(Task description) Supply the number of lines in the listing below in which the word "points" occurs, and nothing else.

((

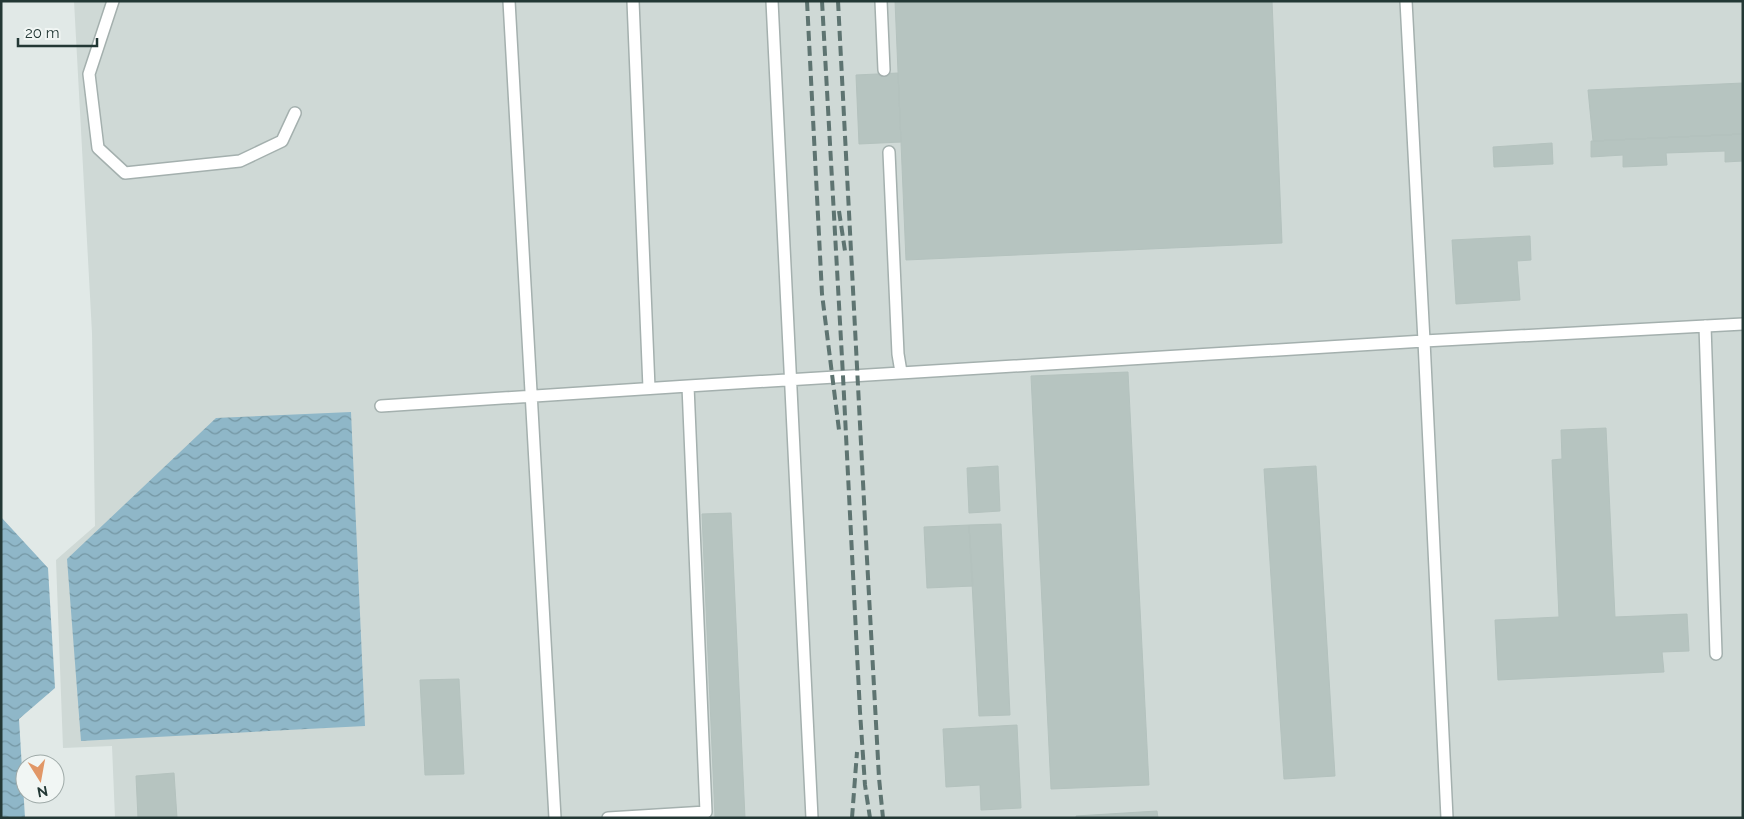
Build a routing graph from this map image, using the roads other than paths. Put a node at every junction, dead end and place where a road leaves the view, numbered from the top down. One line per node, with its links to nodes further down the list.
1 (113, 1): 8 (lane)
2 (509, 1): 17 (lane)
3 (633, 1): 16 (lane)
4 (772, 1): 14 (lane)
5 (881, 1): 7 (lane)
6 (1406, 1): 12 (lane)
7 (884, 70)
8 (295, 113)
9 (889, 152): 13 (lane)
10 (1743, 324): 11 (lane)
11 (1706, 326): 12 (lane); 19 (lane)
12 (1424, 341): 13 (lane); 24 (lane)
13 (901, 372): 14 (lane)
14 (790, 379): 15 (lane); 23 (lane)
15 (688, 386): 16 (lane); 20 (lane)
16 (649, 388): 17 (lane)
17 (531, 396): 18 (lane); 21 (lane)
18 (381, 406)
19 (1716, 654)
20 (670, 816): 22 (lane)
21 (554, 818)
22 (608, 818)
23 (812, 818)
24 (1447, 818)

))
((

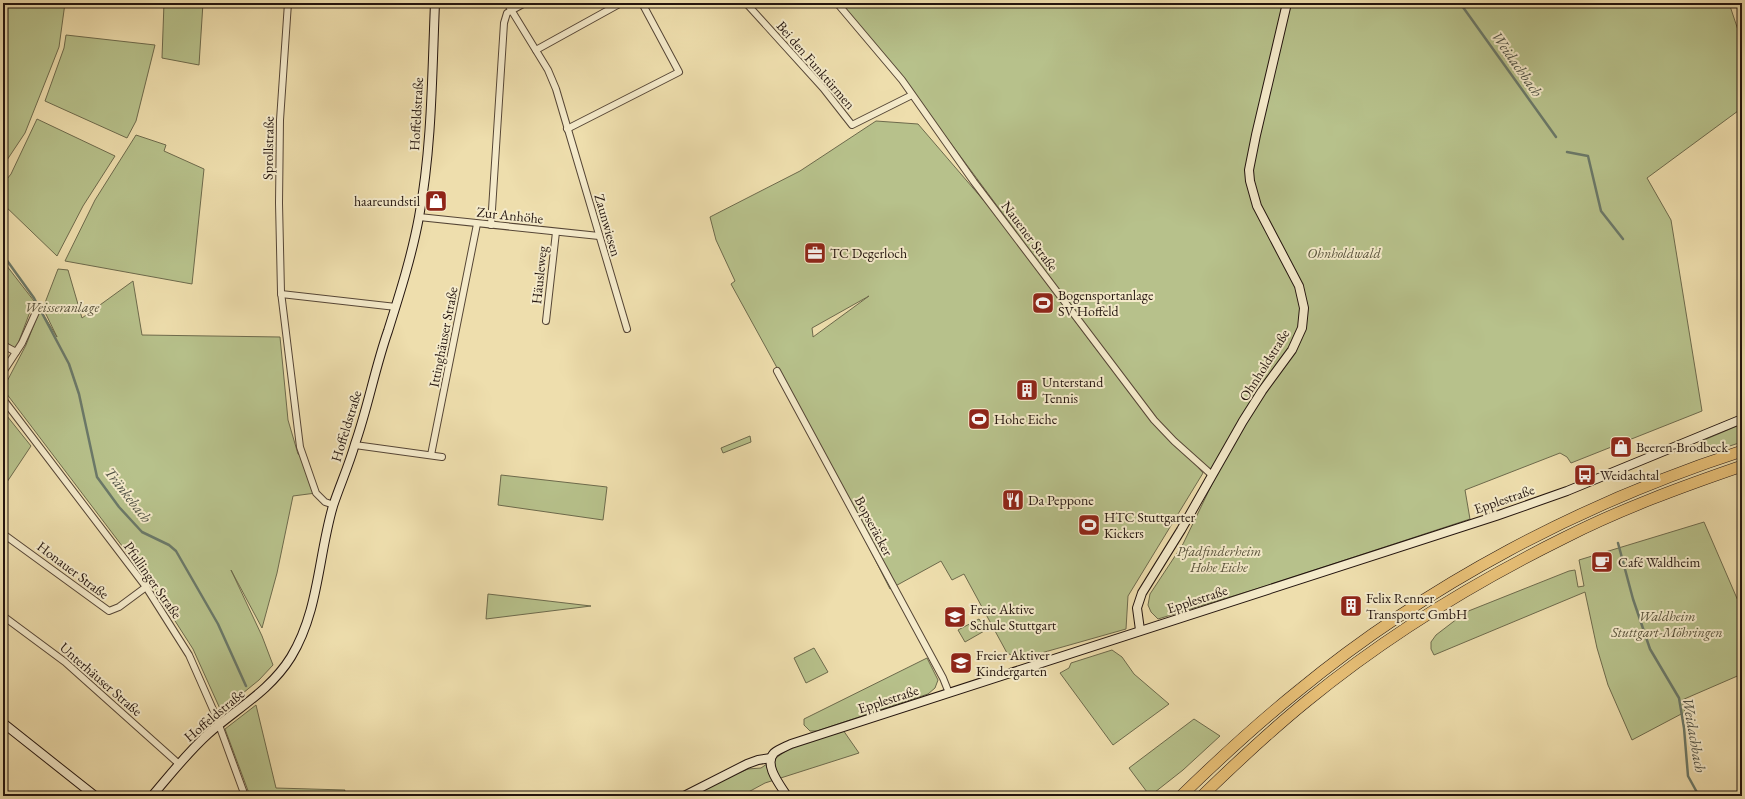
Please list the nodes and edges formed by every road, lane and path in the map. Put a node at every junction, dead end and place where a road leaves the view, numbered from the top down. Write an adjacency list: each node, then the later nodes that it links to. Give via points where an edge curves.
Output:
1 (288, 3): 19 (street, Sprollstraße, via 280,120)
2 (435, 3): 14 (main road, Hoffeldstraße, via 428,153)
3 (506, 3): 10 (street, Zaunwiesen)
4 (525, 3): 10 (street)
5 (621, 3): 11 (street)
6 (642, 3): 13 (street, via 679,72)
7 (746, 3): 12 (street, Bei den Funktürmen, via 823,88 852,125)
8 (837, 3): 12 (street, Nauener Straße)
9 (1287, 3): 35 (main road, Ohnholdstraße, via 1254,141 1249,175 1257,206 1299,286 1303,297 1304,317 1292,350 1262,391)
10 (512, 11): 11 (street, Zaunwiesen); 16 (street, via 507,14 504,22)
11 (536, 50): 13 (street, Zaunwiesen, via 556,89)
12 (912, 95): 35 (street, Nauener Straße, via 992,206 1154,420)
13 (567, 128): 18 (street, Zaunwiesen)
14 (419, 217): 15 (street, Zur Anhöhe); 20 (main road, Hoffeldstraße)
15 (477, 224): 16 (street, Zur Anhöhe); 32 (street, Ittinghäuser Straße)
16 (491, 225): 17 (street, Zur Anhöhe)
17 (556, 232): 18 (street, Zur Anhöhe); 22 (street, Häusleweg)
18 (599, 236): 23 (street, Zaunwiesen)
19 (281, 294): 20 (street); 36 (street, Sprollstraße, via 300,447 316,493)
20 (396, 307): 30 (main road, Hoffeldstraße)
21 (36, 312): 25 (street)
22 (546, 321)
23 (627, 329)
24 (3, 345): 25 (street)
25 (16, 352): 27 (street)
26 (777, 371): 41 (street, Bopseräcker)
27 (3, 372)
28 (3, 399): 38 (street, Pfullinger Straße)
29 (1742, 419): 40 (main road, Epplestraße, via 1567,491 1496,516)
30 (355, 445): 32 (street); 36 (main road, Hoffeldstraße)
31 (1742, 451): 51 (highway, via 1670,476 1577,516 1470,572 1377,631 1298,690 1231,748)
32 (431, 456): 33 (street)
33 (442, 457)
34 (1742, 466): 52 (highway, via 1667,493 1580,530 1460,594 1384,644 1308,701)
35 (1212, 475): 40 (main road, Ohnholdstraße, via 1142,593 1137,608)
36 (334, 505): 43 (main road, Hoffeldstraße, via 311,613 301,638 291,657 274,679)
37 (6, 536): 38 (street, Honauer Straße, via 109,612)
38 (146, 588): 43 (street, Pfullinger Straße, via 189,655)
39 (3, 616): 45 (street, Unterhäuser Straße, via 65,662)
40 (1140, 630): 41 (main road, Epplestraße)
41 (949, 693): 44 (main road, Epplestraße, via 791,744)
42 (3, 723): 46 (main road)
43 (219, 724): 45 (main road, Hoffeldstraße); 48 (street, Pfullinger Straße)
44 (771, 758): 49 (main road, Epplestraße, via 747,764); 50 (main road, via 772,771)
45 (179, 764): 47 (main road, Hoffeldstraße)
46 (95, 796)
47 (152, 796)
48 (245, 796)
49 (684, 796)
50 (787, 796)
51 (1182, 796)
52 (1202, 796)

))
((

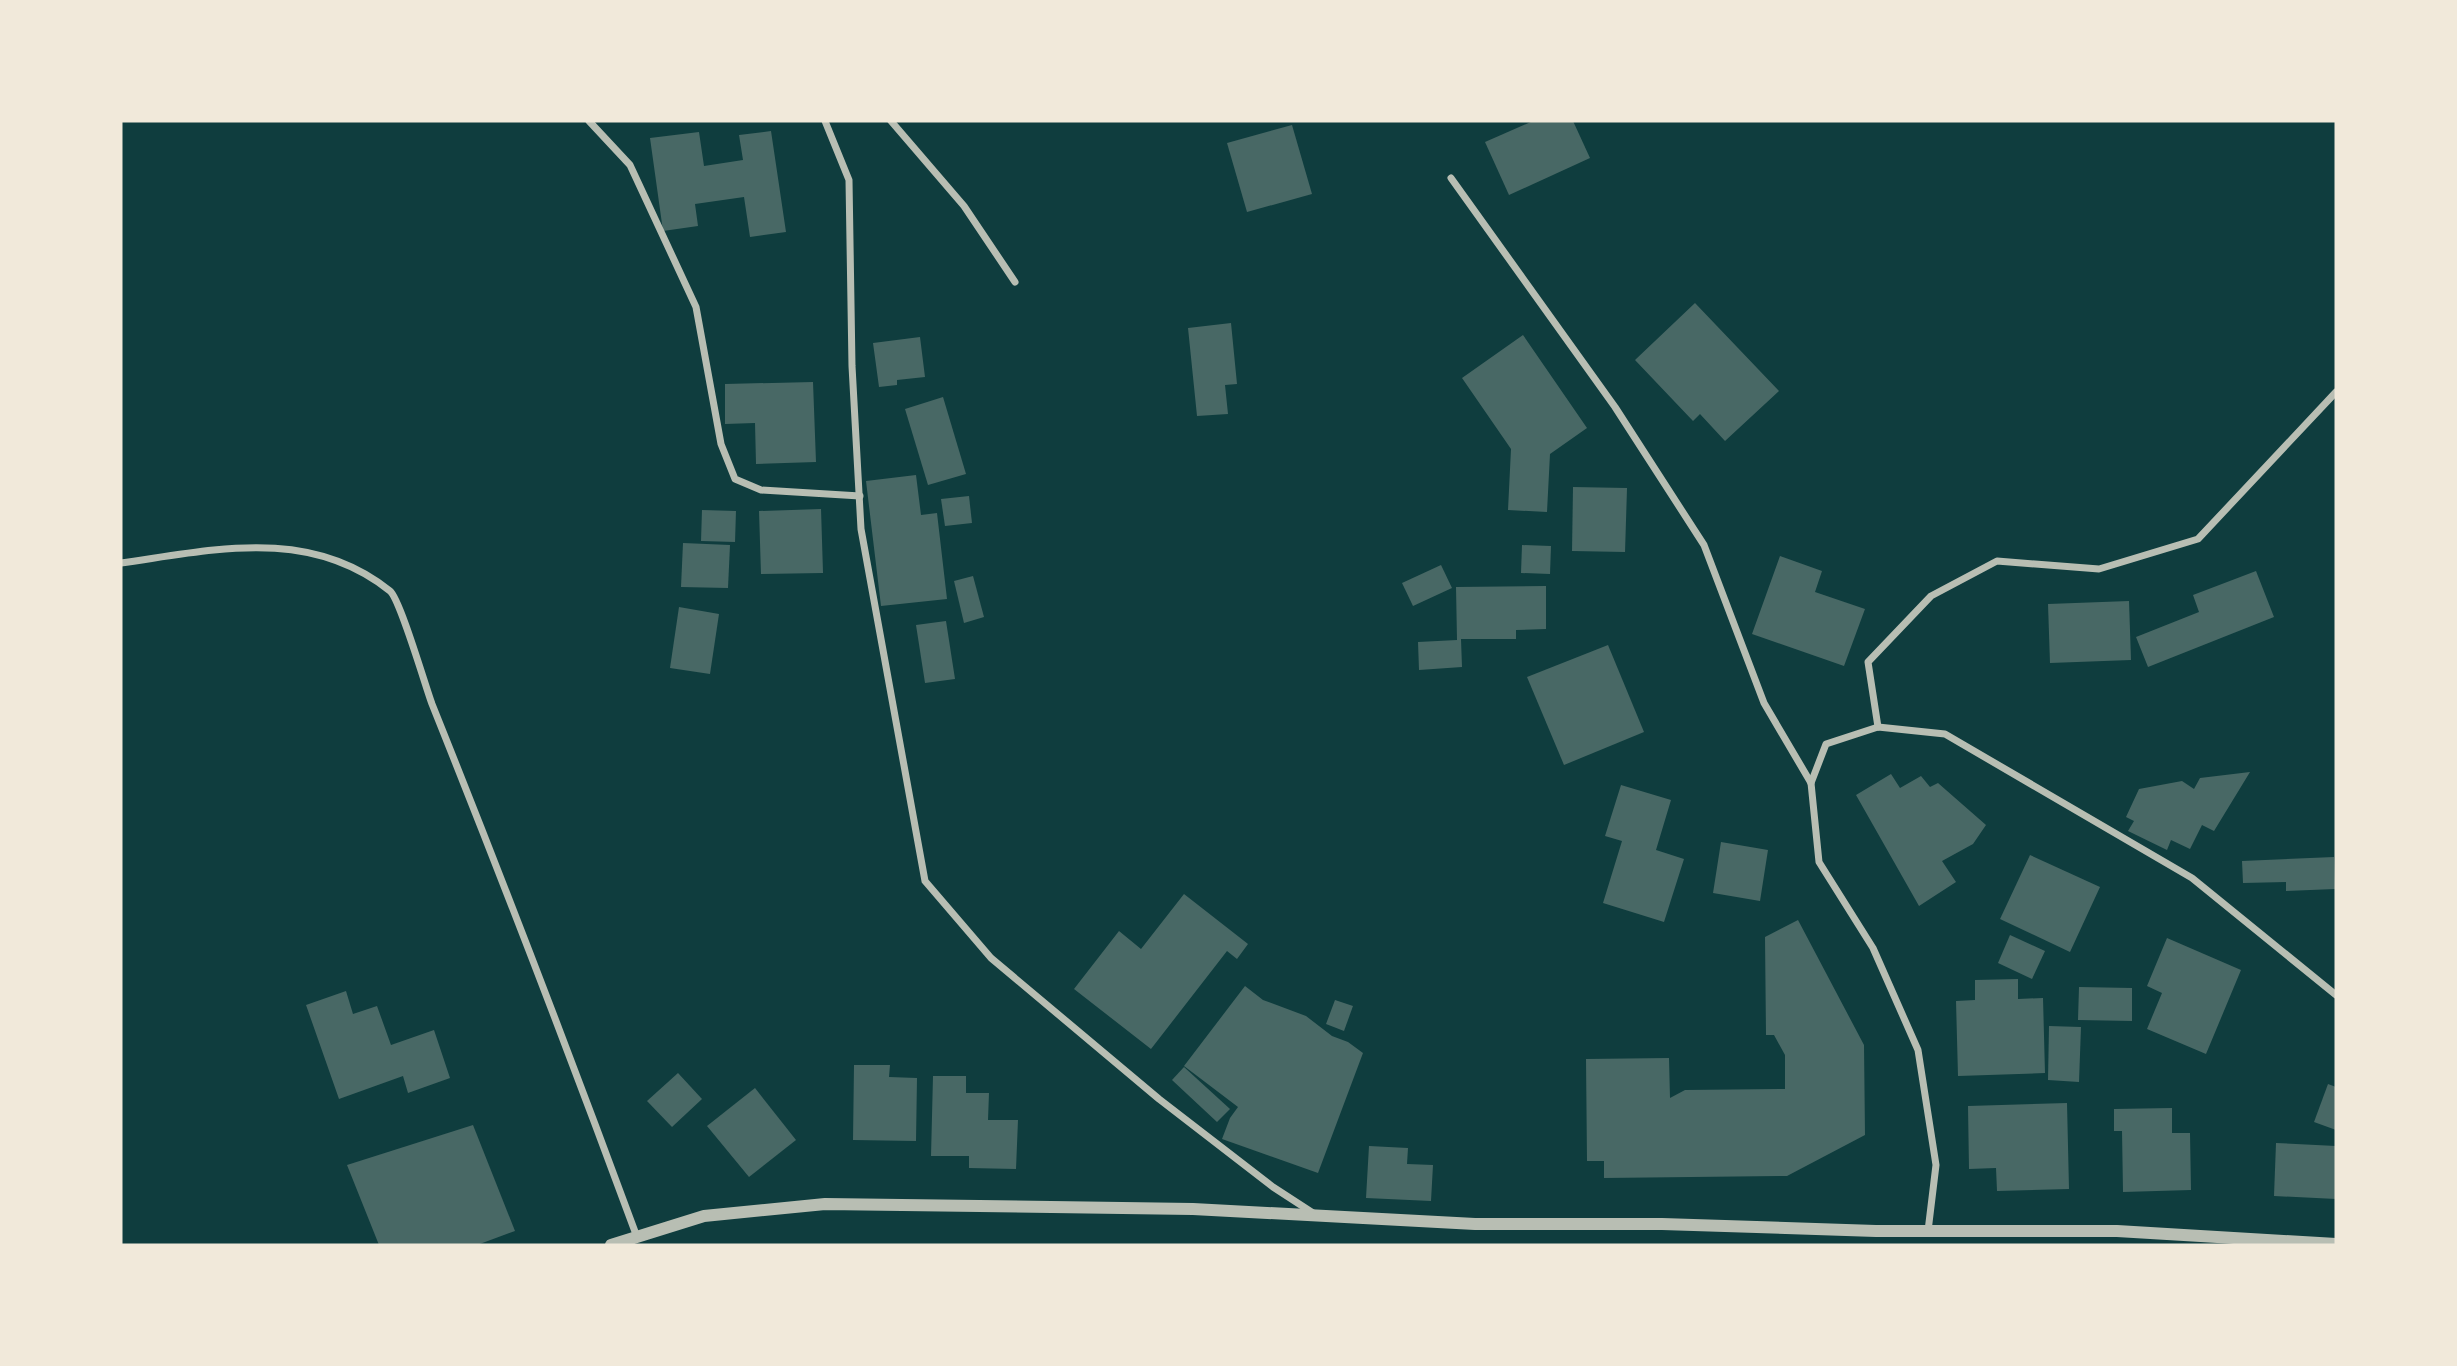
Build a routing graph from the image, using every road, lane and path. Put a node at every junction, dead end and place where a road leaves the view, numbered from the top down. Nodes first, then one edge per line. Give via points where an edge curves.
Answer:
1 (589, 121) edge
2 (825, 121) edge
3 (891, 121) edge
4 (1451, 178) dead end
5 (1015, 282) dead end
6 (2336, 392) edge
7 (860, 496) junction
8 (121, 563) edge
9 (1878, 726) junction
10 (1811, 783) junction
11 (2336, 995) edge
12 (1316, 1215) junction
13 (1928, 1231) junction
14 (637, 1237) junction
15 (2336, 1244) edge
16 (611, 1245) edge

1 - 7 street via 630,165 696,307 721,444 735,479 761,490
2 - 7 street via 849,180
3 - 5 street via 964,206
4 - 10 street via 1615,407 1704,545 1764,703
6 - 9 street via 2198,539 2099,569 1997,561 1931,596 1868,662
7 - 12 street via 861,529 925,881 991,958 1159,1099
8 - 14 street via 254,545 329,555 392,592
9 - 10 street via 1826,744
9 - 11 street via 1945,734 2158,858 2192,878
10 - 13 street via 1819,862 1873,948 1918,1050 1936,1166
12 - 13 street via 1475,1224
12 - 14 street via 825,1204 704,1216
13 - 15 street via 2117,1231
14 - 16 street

))

(Task solution) 2